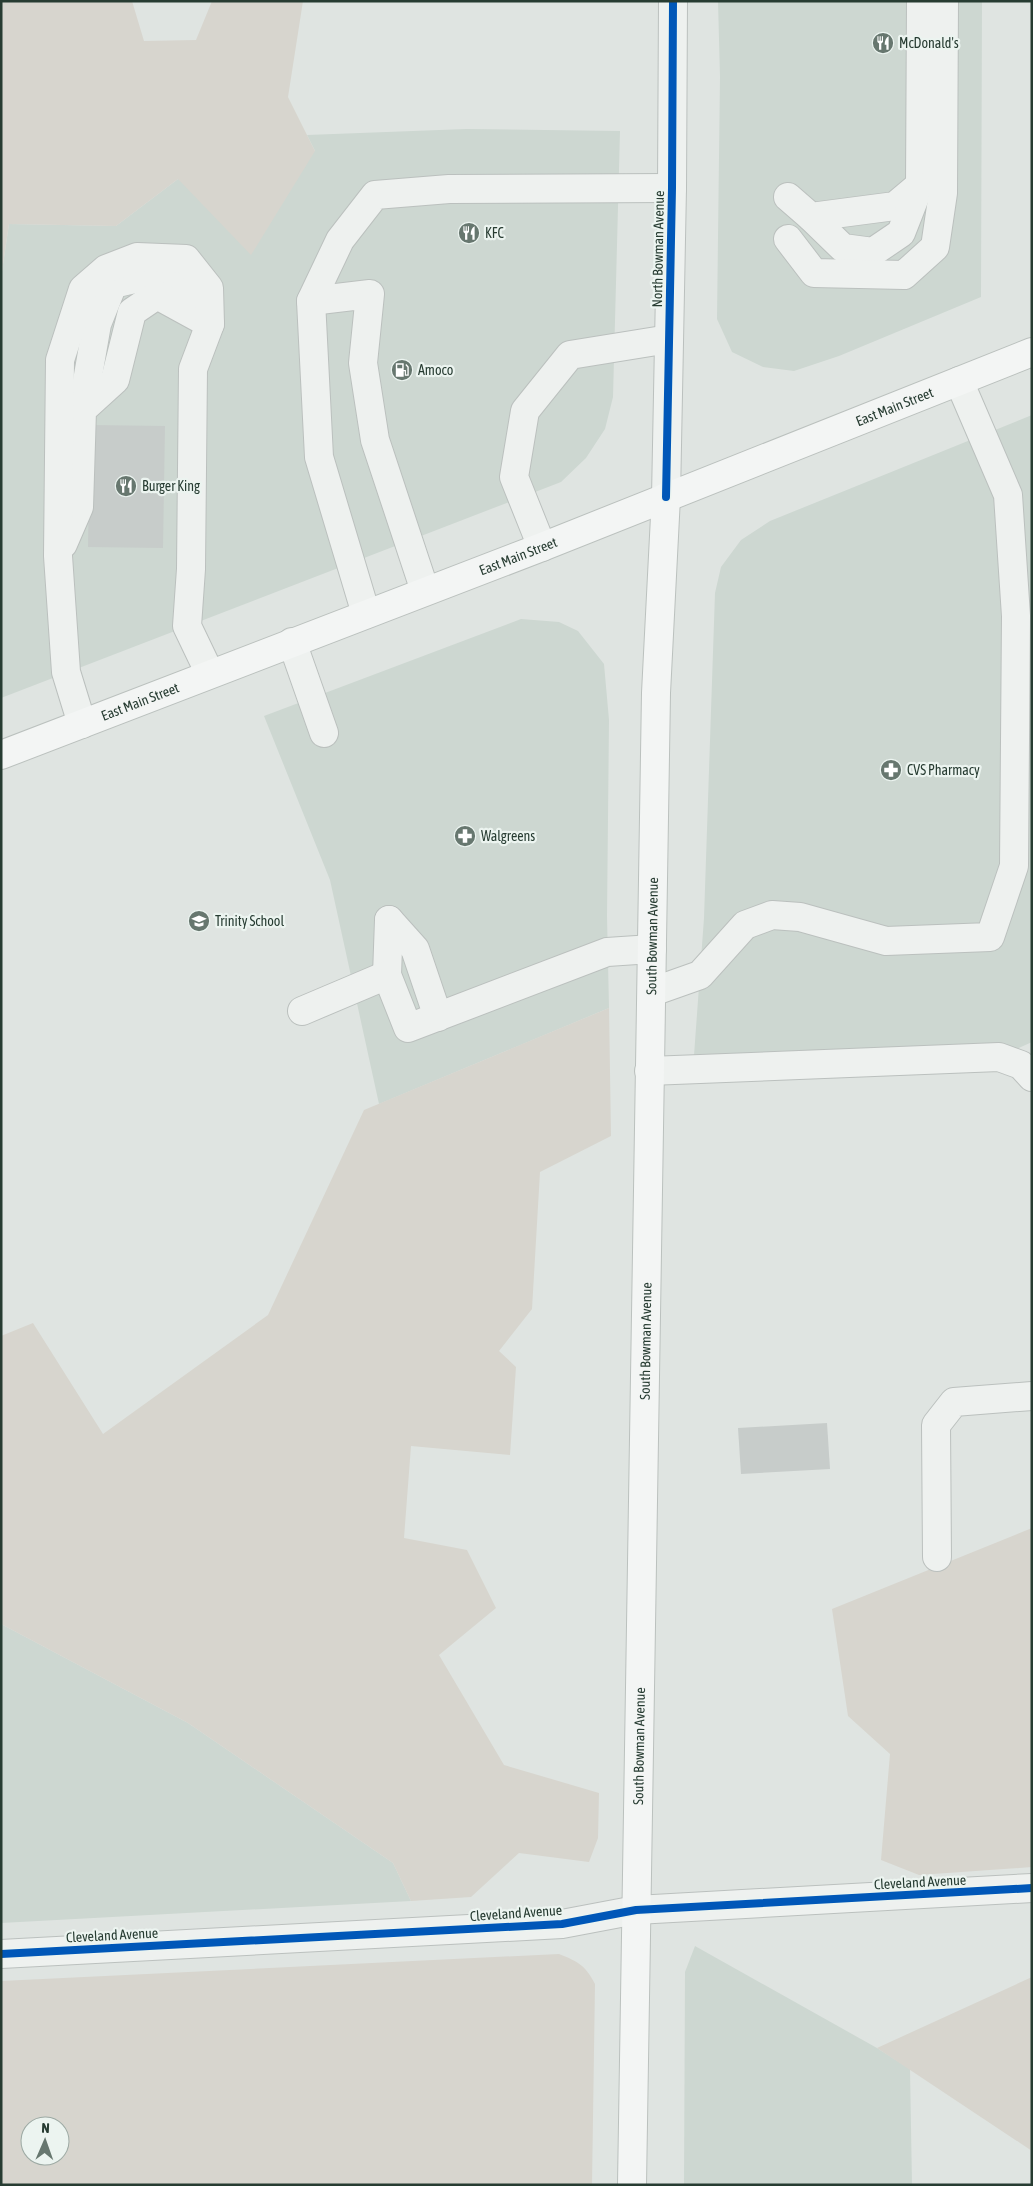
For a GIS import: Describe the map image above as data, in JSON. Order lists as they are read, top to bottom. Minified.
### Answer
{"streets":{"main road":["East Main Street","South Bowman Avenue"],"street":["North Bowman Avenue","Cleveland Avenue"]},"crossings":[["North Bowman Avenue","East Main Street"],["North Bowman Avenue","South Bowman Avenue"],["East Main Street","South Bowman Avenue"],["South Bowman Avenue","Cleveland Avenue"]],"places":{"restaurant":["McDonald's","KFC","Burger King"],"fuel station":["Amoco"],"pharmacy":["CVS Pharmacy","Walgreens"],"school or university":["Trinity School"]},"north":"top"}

__________

## Work instruction
Return the material word for word. Pictures are not part of the copy.

## Response area
For a GIS import: Describe the map image above as data, in JSON. Order lists as they are read, top to bottom. Minified.
### Answer
{"streets":{"main road":["East Main Street","South Bowman Avenue"],"street":["North Bowman Avenue","Cleveland Avenue"]},"crossings":[["North Bowman Avenue","East Main Street"],["North Bowman Avenue","South Bowman Avenue"],["East Main Street","South Bowman Avenue"],["South Bowman Avenue","Cleveland Avenue"]],"places":{"restaurant":["McDonald's","KFC","Burger King"],"fuel station":["Amoco"],"pharmacy":["CVS Pharmacy","Walgreens"],"school or university":["Trinity School"]},"north":"top"}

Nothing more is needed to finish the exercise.